The records must be returned word for word.

* Stored data *
————
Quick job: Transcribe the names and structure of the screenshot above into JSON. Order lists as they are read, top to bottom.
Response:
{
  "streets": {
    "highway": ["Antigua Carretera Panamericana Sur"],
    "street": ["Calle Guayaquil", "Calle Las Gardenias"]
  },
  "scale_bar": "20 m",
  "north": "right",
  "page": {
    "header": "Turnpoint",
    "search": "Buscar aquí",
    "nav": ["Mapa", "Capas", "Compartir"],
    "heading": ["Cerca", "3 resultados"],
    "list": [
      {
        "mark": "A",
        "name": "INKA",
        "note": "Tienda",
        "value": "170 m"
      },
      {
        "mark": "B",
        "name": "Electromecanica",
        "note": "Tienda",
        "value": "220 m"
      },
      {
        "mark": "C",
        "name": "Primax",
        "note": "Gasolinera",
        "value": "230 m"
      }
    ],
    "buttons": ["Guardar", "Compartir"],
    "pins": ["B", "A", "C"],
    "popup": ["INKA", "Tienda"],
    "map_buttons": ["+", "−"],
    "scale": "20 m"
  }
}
————
* SOLVED EXERCISE *
Quick job: Transcribe the names and structure of the screenshot above into JSON. Order lists as they are read, top to bottom.
Response:
{
  "streets": {
    "highway": ["Antigua Carretera Panamericana Sur"],
    "street": ["Calle Guayaquil", "Calle Las Gardenias"]
  },
  "scale_bar": "20 m",
  "north": "right",
  "page": {
    "header": "Turnpoint",
    "search": "Buscar aquí",
    "nav": ["Mapa", "Capas", "Compartir"],
    "heading": ["Cerca", "3 resultados"],
    "list": [
      {
        "mark": "A",
        "name": "INKA",
        "note": "Tienda",
        "value": "170 m"
      },
      {
        "mark": "B",
        "name": "Electromecanica",
        "note": "Tienda",
        "value": "220 m"
      },
      {
        "mark": "C",
        "name": "Primax",
        "note": "Gasolinera",
        "value": "230 m"
      }
    ],
    "buttons": ["Guardar", "Compartir"],
    "pins": ["B", "A", "C"],
    "popup": ["INKA", "Tienda"],
    "map_buttons": ["+", "−"],
    "scale": "20 m"
  }
}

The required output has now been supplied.